For now, I do not wish to post this Elsewhere in the Land where we have chosen to Sort of Exile ourselves from , as I'd prefer not to have it derailed, or bring down upon myself the squawking wrath of outraged offence, especially on the part of some of the more intemperate conservatives.

Can the US Constitution Contain/Control/Constrain Mr Trump, especially in the event of an electoral defeat (not necessarily a contested defeat, except by him, but a clear defeat)?

Are the institutions of state sufficiently strong to be able to effect a peaceful transfer of power?

Or, to hold Mr Trump (and his administration) to account after his period of office comes to a end?

Or, if he is (by some misfortune) re-elected, can the institutions of state sustain or survive or withstand a second term of this presidency?
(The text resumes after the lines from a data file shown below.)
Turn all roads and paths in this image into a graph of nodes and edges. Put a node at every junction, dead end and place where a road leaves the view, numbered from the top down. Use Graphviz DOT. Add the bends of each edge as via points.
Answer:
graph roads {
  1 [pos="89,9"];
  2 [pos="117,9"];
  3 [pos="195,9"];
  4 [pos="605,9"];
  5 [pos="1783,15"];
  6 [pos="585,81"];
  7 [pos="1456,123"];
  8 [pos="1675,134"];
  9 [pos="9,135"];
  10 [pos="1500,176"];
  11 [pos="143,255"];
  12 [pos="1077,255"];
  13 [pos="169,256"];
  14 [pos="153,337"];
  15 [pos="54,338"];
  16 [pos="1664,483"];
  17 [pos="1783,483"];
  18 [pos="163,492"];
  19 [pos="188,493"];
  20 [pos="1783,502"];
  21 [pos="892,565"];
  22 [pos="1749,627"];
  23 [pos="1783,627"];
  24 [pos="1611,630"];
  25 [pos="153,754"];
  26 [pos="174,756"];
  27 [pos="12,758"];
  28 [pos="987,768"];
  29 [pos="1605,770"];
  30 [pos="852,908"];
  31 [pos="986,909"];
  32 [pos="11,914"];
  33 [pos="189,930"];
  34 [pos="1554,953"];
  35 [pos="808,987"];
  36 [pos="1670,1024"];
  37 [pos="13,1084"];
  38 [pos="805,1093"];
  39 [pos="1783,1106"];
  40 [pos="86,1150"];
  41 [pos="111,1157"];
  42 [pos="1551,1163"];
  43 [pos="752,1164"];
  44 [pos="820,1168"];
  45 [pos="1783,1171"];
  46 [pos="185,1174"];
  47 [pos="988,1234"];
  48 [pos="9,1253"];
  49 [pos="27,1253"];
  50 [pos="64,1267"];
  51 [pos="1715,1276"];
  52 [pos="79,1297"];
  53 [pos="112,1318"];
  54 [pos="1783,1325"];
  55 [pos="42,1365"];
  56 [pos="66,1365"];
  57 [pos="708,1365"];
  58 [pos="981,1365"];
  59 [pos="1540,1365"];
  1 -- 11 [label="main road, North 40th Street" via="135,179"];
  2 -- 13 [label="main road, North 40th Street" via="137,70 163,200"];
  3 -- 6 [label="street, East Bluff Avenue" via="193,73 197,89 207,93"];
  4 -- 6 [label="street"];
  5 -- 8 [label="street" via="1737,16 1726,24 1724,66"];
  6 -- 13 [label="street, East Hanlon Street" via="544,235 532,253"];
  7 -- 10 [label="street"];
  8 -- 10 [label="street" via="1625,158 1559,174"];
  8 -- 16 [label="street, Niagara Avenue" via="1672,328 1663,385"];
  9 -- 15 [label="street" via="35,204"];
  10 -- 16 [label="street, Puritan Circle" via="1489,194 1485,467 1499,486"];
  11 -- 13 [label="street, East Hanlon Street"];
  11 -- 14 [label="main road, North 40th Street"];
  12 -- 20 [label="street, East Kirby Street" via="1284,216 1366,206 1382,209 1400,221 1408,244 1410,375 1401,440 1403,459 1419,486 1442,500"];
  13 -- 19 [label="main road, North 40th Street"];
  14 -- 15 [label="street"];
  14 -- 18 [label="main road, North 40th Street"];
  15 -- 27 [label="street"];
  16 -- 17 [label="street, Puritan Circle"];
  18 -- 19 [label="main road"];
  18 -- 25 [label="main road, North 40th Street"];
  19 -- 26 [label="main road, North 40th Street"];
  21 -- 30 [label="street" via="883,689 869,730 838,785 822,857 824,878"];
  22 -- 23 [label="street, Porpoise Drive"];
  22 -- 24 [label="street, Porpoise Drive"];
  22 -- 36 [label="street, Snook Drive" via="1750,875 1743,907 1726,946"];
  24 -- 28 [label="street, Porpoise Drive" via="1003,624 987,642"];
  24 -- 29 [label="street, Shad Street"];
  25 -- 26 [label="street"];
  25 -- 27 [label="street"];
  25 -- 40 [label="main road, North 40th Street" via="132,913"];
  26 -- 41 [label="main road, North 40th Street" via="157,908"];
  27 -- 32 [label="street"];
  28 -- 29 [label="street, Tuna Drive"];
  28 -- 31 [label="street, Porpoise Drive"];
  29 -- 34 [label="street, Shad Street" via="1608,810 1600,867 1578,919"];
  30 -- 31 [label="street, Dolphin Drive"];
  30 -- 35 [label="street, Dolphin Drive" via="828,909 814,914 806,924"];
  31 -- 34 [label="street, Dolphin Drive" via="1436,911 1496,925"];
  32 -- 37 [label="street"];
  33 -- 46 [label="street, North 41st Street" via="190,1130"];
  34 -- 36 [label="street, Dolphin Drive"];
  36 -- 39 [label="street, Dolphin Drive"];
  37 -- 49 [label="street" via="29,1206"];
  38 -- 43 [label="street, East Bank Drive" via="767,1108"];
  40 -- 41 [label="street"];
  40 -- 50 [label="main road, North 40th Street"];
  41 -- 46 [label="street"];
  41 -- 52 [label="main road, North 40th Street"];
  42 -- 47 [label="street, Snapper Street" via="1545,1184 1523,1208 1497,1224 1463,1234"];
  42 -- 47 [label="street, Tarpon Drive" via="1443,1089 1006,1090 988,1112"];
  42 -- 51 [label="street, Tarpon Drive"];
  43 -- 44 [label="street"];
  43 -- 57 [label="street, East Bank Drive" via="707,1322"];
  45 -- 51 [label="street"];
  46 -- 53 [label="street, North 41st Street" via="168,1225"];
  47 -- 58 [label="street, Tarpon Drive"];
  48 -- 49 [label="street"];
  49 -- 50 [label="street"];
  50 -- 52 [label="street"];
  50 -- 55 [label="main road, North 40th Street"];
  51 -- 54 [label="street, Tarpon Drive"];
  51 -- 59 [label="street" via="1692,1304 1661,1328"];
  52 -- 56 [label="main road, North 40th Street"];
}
The reason I ask is that - as a kid, interested in history, beginning to develop an interest in politics, reading about Mr Nixon, and his resignation - I remember sitting in the car on a wet summer afternoon, - my mother, who was busy, had wanted the house to herself - with my father, who was fascinated by the US, reading the papers together - I recall how impressed I was that the institutions worked as they should have, that they were strong enough, and sturdy enough to withstand the attempts the administration of Mr Nixon (and, I don't doubt his ability, or flexibility in diplomatic matters or international relations) to undermine the rule of law, and evade or avoid having to account for their actions.

I was further impressed by the fact that a significant number of Mr Nixon's cabinet ended up behind bars, after having been charged and convicted in a court of law, which struck me as an excellent example of how the institutions of a state were sufficiently sturdy to protect the state, its institutions, the concept of the rule of law, from the depredations of those who sought to undermine it (and traduce it) in the interests of remaining in power.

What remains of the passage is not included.